Les chroniques de JPM à La Chope

Rencontre avec Elena Zhilova, comédienne et metteuse en scène

Publié le 16 octobre 2020 à 15:27 Mise à jour le 28 octobre 2020

Polo me dit : « Je ne l’imaginais pas comme ça, ta danseuse russe. » « T’es con ! Tu croyais qu’elle viendrait en tutu ? Elena voudrait un diabolo violette. Tu m’en sers un, Samir ? Qu’est-ce que tu as Polo ? Tu voudrais qu’elle prenne une vodka ? » Faut dire qu’Elena Zhilova, jeans déchiré et Doc Martens était loin du petit rat sortant du Bolchoï. Arrivée en France il y a tout juste quinze ans, elle a gardé de sa Russie natale une pointe d’accent. Mais ce ne fut pas simple au début : « Élève au Conservatoire national de Saratov, je tournais en France Penthésilée de Kleist, mis en scène par Milianti. À Dunkerque, j’ai rencontré mon amoureux. Toutes les filles russes pensaient que la France était le paradis et voulaient quitter le pays. Moi pas. C’est pourtant ce que j’ai fait. J’ai quitté la Russie, ma famille, un travail pour venir ici. C’était difficile, surtout l’apprentissage de la langue. Et les seuls contacts avec ma famille étaient un appel téléphonique de 30 minutes que je donnais à ma mère d’une cabine. Il n’y avait pas internet. Au bout d’un an, je parlais convenablement le français et j’ai eu mon premier contrat, à l’université de Dunkerque, comme comédienne. J’ai travaillé avec Grégory Cinus, Antoine Lemaire, Gérald Dumont, Brigitte Mounier, Christophe Piret. »
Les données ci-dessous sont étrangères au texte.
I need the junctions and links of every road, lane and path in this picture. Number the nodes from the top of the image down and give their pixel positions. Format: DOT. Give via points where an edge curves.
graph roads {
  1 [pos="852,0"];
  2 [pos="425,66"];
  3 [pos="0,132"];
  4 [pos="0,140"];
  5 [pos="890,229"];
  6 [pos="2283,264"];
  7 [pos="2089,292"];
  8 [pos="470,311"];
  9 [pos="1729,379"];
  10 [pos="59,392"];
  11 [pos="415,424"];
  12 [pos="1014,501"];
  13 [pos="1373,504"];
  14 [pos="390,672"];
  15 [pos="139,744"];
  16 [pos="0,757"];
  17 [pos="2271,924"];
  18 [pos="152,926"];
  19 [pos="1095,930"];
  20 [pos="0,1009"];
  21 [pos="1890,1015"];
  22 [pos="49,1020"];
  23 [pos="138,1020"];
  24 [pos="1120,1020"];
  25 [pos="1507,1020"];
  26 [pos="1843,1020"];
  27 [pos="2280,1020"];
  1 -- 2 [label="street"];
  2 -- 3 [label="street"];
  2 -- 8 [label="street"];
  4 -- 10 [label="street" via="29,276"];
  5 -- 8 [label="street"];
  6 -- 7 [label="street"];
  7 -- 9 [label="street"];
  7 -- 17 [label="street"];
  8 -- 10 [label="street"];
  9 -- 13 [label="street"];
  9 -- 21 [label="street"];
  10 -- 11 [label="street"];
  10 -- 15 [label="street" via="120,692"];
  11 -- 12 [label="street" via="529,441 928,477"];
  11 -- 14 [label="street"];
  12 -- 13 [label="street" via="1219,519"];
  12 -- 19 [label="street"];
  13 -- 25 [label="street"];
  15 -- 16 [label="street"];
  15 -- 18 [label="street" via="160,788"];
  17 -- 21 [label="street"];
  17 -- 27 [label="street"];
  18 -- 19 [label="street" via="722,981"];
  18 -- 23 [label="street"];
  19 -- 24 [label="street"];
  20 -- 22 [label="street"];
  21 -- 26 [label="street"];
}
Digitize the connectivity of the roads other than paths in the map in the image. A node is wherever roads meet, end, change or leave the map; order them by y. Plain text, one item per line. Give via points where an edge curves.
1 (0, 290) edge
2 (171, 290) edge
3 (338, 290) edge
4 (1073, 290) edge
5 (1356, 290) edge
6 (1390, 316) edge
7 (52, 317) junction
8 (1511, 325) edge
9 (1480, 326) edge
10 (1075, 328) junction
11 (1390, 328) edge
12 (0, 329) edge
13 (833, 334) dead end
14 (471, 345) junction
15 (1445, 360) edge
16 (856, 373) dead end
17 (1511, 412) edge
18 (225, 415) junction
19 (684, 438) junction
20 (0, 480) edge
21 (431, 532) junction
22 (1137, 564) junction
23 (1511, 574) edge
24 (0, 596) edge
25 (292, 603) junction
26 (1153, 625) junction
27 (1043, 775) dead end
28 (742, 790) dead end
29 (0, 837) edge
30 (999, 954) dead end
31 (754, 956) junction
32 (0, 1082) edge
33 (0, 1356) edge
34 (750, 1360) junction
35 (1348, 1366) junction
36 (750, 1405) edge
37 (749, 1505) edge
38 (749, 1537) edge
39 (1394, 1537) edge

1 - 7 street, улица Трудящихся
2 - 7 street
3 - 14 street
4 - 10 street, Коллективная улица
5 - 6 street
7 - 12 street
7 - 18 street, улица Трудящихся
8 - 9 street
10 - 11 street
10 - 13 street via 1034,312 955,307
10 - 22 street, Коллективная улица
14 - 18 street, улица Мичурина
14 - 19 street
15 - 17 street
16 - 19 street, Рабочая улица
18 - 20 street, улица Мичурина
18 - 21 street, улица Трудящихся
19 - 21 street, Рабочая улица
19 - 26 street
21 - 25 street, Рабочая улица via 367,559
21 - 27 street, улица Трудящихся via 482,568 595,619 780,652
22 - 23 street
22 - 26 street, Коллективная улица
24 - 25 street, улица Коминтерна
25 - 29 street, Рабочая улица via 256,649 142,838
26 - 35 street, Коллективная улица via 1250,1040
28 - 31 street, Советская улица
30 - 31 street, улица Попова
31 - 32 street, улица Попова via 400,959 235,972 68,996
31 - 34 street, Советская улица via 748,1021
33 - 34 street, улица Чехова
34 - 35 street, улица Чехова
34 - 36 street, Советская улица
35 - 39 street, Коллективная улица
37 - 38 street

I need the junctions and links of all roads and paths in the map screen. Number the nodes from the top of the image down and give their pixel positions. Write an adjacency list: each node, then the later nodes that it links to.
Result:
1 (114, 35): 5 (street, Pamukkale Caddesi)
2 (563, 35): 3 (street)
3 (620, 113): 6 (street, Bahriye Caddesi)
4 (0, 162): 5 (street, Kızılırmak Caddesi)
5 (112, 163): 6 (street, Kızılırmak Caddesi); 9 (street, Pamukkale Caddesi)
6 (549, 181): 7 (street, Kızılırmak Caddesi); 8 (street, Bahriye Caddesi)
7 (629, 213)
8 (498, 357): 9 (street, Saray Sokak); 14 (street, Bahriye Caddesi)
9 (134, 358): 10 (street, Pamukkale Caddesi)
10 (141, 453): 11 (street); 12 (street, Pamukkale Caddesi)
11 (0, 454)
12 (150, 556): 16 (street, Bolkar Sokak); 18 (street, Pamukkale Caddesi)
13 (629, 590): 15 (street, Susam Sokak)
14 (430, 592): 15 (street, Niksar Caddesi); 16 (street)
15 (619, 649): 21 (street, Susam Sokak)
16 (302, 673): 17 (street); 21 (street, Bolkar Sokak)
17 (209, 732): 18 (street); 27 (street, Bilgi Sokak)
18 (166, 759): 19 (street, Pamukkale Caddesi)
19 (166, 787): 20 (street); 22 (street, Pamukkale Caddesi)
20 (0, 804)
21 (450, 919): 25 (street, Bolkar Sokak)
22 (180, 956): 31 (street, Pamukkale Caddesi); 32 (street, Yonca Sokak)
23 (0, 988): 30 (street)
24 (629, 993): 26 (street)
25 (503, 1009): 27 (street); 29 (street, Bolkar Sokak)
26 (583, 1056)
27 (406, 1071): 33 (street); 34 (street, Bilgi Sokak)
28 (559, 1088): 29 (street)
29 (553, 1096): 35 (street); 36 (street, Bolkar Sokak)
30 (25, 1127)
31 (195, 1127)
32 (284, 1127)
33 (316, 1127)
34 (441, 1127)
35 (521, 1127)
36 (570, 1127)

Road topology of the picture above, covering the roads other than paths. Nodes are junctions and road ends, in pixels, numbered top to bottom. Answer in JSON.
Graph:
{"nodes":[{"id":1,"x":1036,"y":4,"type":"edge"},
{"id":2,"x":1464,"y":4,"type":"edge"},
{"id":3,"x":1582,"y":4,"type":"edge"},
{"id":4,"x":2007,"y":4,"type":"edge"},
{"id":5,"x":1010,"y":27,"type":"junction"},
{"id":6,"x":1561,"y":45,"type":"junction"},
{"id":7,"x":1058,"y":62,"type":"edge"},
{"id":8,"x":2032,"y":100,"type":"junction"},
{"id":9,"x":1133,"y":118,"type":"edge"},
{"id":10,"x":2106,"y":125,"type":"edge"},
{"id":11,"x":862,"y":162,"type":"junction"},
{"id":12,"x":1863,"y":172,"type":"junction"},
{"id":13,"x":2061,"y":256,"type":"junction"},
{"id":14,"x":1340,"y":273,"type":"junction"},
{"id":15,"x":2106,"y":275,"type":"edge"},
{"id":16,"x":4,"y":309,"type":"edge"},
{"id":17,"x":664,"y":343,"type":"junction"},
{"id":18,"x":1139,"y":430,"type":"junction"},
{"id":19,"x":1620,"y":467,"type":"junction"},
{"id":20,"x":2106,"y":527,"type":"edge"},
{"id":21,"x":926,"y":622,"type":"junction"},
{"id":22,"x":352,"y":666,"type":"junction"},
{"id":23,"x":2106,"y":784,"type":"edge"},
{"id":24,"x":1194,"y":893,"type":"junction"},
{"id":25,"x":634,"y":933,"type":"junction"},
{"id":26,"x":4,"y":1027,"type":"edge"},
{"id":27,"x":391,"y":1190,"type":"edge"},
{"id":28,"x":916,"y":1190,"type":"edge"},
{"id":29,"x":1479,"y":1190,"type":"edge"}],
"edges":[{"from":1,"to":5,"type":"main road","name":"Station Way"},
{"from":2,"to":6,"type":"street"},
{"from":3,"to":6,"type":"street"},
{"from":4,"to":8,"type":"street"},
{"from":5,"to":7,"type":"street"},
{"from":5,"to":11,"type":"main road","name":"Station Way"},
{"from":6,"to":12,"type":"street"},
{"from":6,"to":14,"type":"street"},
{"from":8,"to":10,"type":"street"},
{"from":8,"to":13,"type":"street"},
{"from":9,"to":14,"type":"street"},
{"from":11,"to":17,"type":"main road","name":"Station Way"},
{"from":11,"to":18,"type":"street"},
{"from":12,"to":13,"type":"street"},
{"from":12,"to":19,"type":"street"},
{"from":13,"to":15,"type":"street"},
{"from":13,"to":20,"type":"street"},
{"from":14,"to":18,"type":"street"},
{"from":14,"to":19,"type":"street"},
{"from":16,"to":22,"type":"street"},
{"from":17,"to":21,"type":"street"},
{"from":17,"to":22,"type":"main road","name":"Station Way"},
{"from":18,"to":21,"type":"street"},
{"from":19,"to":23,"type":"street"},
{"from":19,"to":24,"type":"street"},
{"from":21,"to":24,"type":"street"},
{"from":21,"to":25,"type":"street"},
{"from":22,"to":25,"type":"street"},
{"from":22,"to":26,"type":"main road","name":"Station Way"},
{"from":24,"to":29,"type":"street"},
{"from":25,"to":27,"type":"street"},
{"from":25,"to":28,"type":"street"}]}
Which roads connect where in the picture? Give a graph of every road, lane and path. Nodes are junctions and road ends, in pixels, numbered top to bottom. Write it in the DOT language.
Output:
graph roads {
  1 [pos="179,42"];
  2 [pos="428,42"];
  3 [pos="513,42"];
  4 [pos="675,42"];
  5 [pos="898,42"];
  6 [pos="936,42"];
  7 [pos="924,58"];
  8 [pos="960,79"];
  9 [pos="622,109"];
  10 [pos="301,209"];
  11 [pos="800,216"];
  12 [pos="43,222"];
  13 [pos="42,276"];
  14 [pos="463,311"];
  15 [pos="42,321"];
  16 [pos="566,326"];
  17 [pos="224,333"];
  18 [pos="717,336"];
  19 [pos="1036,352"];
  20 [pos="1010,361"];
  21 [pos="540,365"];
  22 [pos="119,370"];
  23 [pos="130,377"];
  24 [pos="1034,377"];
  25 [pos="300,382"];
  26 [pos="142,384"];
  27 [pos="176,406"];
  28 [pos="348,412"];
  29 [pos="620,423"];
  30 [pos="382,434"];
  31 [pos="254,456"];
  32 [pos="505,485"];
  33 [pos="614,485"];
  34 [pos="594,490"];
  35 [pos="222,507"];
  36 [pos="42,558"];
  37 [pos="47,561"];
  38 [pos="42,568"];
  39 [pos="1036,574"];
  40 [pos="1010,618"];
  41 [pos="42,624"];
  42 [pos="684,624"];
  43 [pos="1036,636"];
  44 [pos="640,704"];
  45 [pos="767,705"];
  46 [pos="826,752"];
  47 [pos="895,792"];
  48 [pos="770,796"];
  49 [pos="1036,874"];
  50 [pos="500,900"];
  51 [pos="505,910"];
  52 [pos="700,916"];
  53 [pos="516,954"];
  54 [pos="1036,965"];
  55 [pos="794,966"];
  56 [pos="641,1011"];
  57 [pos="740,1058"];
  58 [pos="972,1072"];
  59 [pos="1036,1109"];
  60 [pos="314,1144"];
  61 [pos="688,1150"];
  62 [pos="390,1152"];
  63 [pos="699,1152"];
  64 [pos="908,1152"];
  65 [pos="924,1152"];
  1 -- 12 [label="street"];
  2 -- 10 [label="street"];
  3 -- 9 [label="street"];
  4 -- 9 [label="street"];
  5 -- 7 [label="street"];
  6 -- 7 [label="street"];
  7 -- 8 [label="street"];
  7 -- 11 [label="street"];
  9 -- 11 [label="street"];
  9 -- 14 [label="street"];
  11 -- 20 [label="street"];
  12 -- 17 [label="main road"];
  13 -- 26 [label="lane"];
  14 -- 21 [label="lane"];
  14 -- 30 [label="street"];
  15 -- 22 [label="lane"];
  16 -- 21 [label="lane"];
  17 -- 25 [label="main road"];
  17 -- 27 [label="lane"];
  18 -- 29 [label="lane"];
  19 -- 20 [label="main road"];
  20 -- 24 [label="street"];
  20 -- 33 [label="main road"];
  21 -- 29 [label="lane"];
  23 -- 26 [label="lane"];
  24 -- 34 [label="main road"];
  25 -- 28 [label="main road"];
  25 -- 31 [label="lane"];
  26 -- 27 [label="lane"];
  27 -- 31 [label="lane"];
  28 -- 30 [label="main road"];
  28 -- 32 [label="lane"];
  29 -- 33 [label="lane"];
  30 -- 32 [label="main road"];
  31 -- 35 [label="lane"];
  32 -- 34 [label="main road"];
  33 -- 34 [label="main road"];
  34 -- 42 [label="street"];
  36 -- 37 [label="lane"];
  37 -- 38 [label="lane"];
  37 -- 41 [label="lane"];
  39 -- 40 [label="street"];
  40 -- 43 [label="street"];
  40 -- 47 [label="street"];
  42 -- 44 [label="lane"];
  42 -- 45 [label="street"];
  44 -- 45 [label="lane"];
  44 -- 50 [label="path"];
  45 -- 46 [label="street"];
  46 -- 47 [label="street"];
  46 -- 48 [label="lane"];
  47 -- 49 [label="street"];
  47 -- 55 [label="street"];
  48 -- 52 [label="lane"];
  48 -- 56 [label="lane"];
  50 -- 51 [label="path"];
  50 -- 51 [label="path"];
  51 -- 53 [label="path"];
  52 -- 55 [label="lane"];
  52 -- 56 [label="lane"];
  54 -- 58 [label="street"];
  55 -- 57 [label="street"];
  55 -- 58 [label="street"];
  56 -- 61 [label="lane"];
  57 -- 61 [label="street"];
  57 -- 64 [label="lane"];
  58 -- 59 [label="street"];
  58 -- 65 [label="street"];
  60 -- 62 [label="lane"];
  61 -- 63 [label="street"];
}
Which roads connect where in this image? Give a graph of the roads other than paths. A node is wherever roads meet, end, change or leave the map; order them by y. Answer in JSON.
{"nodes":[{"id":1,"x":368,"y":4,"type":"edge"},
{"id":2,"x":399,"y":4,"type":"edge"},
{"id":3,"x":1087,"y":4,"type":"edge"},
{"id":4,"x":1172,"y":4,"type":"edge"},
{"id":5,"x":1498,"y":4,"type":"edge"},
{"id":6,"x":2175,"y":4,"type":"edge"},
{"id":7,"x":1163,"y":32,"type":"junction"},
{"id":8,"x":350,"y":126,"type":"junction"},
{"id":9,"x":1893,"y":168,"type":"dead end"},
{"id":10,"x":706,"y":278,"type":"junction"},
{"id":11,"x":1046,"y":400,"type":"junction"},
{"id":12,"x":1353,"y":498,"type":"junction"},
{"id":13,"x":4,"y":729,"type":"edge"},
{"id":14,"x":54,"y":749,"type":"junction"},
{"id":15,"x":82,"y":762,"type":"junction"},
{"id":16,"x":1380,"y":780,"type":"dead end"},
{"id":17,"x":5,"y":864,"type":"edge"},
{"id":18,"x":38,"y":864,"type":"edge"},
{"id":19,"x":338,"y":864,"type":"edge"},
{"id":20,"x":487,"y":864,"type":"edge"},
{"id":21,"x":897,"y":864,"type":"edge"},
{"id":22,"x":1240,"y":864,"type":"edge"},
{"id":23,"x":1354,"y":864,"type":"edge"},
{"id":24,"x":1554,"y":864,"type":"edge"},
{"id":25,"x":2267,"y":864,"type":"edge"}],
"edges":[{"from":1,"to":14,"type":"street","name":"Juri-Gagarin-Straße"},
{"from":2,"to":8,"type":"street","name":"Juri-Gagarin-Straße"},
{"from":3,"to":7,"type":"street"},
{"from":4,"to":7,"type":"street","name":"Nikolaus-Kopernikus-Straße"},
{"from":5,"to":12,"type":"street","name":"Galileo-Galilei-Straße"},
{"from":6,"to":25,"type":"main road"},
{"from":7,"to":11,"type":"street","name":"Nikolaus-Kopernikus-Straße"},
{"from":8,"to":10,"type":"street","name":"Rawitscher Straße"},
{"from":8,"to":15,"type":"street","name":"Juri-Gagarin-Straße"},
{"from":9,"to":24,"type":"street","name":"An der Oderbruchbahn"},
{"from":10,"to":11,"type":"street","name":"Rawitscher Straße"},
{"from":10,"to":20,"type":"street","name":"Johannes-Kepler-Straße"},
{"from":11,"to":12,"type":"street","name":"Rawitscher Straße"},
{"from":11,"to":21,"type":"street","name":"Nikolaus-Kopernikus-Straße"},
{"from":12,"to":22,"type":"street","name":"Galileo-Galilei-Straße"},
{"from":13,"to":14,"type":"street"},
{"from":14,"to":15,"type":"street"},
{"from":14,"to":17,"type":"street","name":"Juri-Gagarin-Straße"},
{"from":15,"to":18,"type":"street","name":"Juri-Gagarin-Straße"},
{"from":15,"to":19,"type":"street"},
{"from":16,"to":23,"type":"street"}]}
J’avais voulu rencontrer Elena quelques jours avant sa création Requiem, spectacle qu’elle interprète et met en scène autour de la poétesse russe Anna Akhmatova. « Comment vivre avec cette calamité ? Et dire qu’on l’appelle la Muse ! » dit Sergio qui montrait fièrement qu’il la connaissait bien. « En France, j’ai remarqué que personne ne connaît la culture russe à part Ivan Rebroff, le caviar, Poutine. » « Et la vodka » dit Polo. « Anna Akhmatova est la poétesse la plus célèbre, et son recueil Requiem le plus important. Écrit pendant la période stalinienne, elle inscrivait chaque poème sur du papier, le faisait lire à ses amis et le brûlait de suite. Très critique en- vers le stalinisme, elle et sa famille étaient surveillés. Elle n’a jamais cherché à s’exiler. Morte en 1966, ses œuvres ne seront pu- bliées en Russie qu’en 1986. » Elena me dit n’avoir connu que la fin du communisme, mais en garde pourtant des souvenirs : «  Je me souviens de cette peur que j’avais dans les magasins avec des tickets pour acheter de quoi manger sans savoir s’il y aurait assez. Tout le monde était habillé pareil, tout le monde faisait du sport et allait aux parades. Ces jours de fêtes, les ouvriers sortaient alors avec les fleurs. Je ne comprenais pas ces obligations. » Puis elle rajouta : « Si j’ai envie de dire la poésie d’Anna Akhmatova, c’est que j’ai peur pour mon pays. Poutine combat l’opposition. Le pire est qu’encore aujourd’hui, certains regrettent Staline. » Pour Requiem, Françoise Delrue a traduit avec elle les poèmes : « Les traductions actuelles me semblaient scolaires, pas assez violentes, trop gentilles. » Les musiques ont été écrites par Laurent Delestre, jouées sur scène par Philippe Gautiez et Jean-Christophe Gorisse. Elena se qualifie de comédienne corporelle. Elle chante aussi. Il y aura de tout cela dans ce spectacle : « J’ai mis deux ans à le préparer. Une semaine avant sa création, le virus pourrait remettre tout en cause. Si je devais dire quelque chose au lecteur de Liberté Hebdo, c’est : “Prenons soin de nous”. » Polo acquiesça, posa son verre de blanc, et se commanda un diabolo violette.

Requiem, samedi 17 octobre à 19 h au Théâtre de la Verrière à Lille.